You can lose weight extremely quickly if you don’t eat for 4 days a week, exercise 10 hours a day (this is, of course, tongue in cheek and isn’t recommended). But just because you can lose weight in this way, it doesn’t mean you should.

My clients often ask me how quickly they can expect to lose weight.

This could be because they have a deadline in mind or want to lose weight for an upcoming event, like a holiday or wedding.

But, unfortunately, the answer isn’t as easy as giving them a specific weight loss timeframe.


Here’s why:

The simple answer to “How quickly can I lose weight?” is “very quickly”.

You can lose weight extremely quickly if you don’t eat for 4 days a week and exercise 10 hours a day (this is, of course, tongue in cheek and isn’t recommended). But just because you can lose weight in this unhealthy way, it doesn’t mean you should.

The real question is “How quickly should you lose weight?”.

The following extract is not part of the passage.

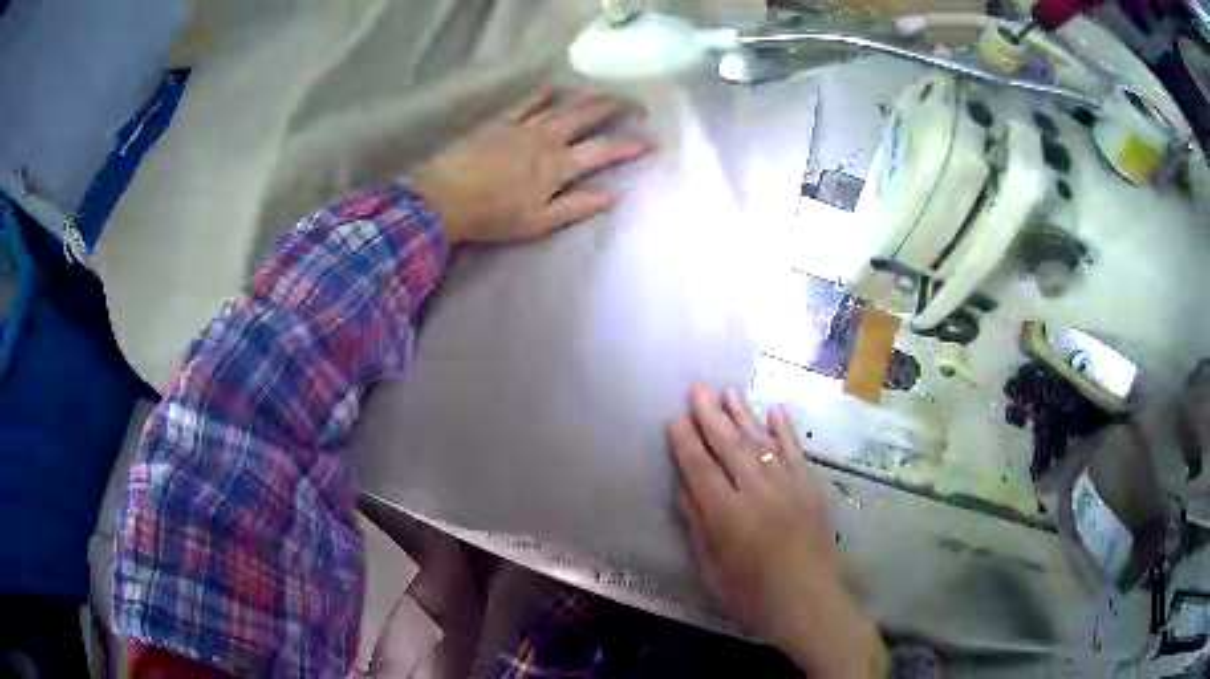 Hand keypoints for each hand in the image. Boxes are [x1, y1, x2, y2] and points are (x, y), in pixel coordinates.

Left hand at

And the answer to this question is “it depends”!

What does it depend on?

How quickly we lose weight depends on individual differences. Factors like genetics and ethnicity play a part, as does how our fat tissue responds to exercise.

If we were to perform an experiment and strictly control the exercise and diets of 10 people for the same amount of time, they would all see slightly different results. Some would lose more weight, some would lose less, but most people would be somewhere in the middle. This is because we all respond at different speeds to the same inputs.

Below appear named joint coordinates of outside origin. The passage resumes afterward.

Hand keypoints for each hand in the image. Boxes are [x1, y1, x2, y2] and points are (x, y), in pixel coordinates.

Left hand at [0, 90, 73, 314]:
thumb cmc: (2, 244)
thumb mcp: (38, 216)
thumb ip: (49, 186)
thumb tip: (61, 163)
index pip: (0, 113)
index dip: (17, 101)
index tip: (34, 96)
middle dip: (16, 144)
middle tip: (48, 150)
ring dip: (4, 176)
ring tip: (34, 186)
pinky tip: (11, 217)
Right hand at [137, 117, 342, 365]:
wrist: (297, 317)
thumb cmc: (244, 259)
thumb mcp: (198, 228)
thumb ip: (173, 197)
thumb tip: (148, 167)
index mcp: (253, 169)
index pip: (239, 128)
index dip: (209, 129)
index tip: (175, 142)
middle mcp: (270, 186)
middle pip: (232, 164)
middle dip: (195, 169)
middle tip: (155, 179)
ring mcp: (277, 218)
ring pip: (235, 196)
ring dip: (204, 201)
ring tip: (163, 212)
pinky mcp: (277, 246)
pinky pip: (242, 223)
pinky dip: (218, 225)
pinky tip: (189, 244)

So, if you’re doing the same amount of exercise and eating the same foods as your friend but they’re losing weight quicker than you, it’s nothing to worry about. In fact, this is quite normal – so don’t let it distract you from your end goal.

You’re not failing or doing something wrong. Science simply means that some of us lose weight quicker than others.

Long-term, sustainable weight loss

In this blog, I’m not talking about how quickly you can lose weight from short-term body transformations or yo-yo diets.

When I work with my clients, we’re aiming for sustainable weight loss that we can maintain in the long term. If you’re here looking for short-term fixes, you’re in the wrong place.

My answer to ‘how quickly should you lose weight?’ is based on how quickly you can continue to lose weight steadily and safely overtime without falling off your plan.

If you find yourself continually falling off-plan, it’s likely that you’re trying to do too much too soon and need to slow down to make progress.

I realise “it depends” is a bit of a flaky answer to “how quickly should I lose weight?”. So, let’s look at what you need to do to lose weight with some average numbers as a guide.

To lose weight sustainably, you need to be in a calorie deficit.

Although you may hear or read otherwise, this is the single most important factor to consider.


What’s a calorie deficit?

In a nutshell, a calorie deficit is when you’re expending (burning off) more calories than you’re consuming (taking in).

But getting the balance right is important. If your calorie deficit is too small, you may not maximise your results. If it’s too big, you won’t be able to maintain your progress.

If you eat too little (i.e. your calorie deficit is too big), you’re likely to have no energy, be in a bad mood and struggle to sleep. You won’t be able to escape your hunger and your body will react by overpowering your desire to restrict what you’re eating.

In 99% of cases, this will result in you breaking your plan. Even if you’re in the 1% that can maintain your progress in this way, it quite simply isn’t healthy.

As a general starting point, to lose weight and maintain your progress, I suggest the difference between your calorie intake and output should be no more than 500 calories a day. And, for sustainable results, less than 500 calories a day is probably better.


What does this mean in terms of weight loss?

If we took the same 10 fictional people from earlier in the blog and controlled their exercise and diet again, putting them in a 500-calorie a day deficit, we could expect them to lose on average 0.5% of their total body weight a week. Again, this is an average and some could lose more, some could lose less.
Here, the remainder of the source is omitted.